I read the book years ago, and came away with a very different reaction: not an impression of an author of immense learning and broad human sympathy, but a fantasist shaping a complex historical event according to the stereotypes he carries around with him (the decadent aristocrat, the never-fully-alive revolutionary nerd, the poor, deluded "simple" people). Perhaps this reflects my own imagination, debased by too many years feeding on its own cynicism. Your way of reading it is certainly more appealing. On the other hand, my picture of MVL isn't too different from the one that emerged from the controversial report produced by a special commission he headed on the events at Uchuraccay (a group of reporters stoned to death by villagers during the Shining Path war; MVL's commission, as I remember it, said the event sprang from a primitive mountain people's mentalities of sacrifice; critics say the villagers were responding to living rumors about the actual events going on around them--but maybe I'm just a fantasist remembering an event according to the stereotypes I carry around with me).

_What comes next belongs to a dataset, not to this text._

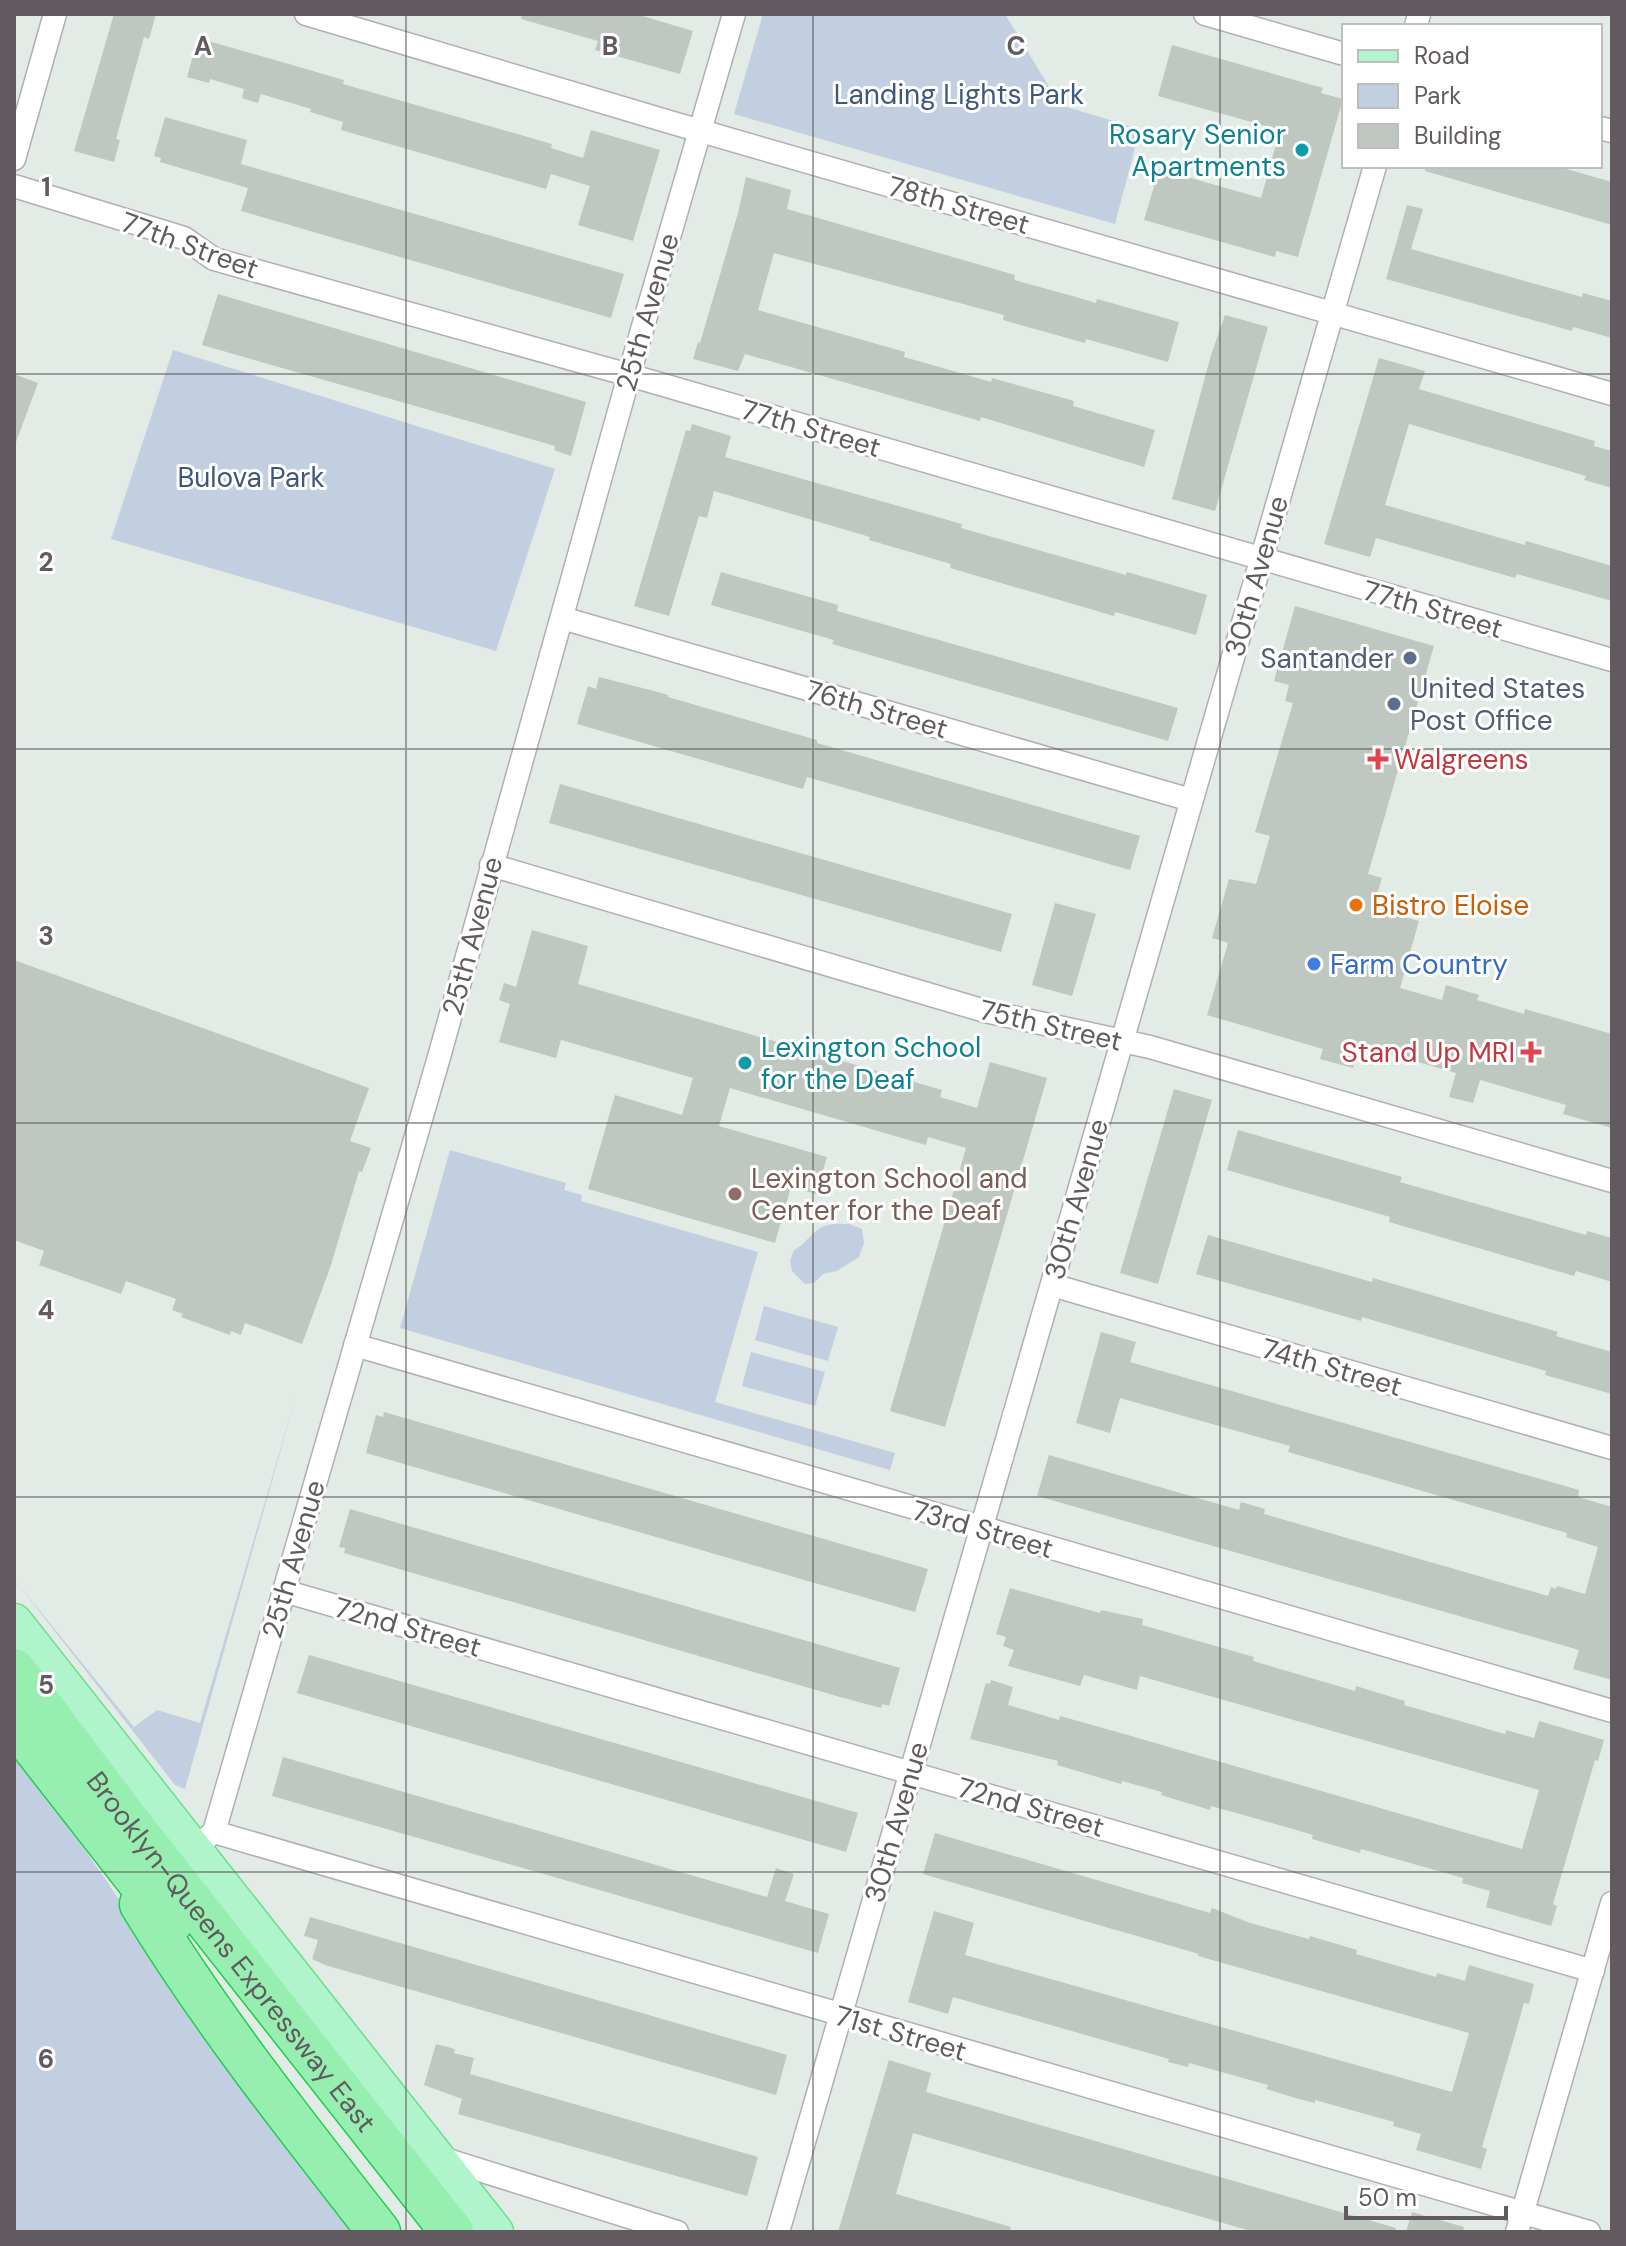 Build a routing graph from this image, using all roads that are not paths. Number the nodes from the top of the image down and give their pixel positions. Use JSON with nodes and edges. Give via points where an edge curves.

The question is fascinating. Probably I should reread MVL's book and the reports on Uchurracay, read Cunha's book, etc.
My favorite -- of those of his I've read -- is also Conversation in the Cathedral. It helped to read it in a group. It took a while to understand what he was doing with time and place, but once I got the knack of it, I very much enjoyed it. For me the unfairness of life is a running theme in his works.
I remember reading, years ago, an essay by a Peruvian who said he could not reconcile the sympathetic breadth of Vargas Llosa's fiction with the conventional politican he eventually became. So there is no doubt fodder for wondering how deep his engagement with the poor and oppressed really was. I did not think the book was perfect; some of the military parts seemed improbable. But after years of reading historical fiction and medieval fantasy by people who know nothing at all about the past and don't even try to understand it, I was swept away by Vargas Llosa's ability to conjure a believable nineteenth century in which to situate this crazy story. My reading of most historical or quasi-historical writing is ruined by what strike me as horrid misunderstandings, and I never felt that way about this book.
I would stress that my first comment reflects my memory of the book filtered through my basic cynicism--which I have become skeptical has much value as an intellectual tool, though I cannot shake it--across several years. Hence my feeling that I should reread the book.
That said, I read a certain amount about MVL yesterday, and I'm starting to wonder if one couldn't apply to him the notion that the best writing springs from a writer's "crazy" inner fantasies and preoccupations, as John has often argued. The impression I'm starting to get is of a man working out a deep, obsessive, and perhaps paranoid ambivalence about his own society. I'm sure this approach has its critics (leftists are said to be bitter about his apparent abandonment of their side--back in the seventies, I think--and so one could say this psychoanalytic approach is just a tool they're using to get at him), but it has a psychological ring of truth to me. At least, it seems worth investigating. (I would stress I am NOT suggesting that this psychological germ-source of his work would make MVL a bad writer, or War of the End of the World a bad book. It may be that one should say the best history, i.e., the best conjuring of a compelling past, also arises from unbalanced obsessions.)
(On a side note, I learned that at least some writers prefer the formula MVLL, double L being regarded as a single letter in Spanish. But that set of initials jars in English; to me it looks like a strange sort of Roman numeral.)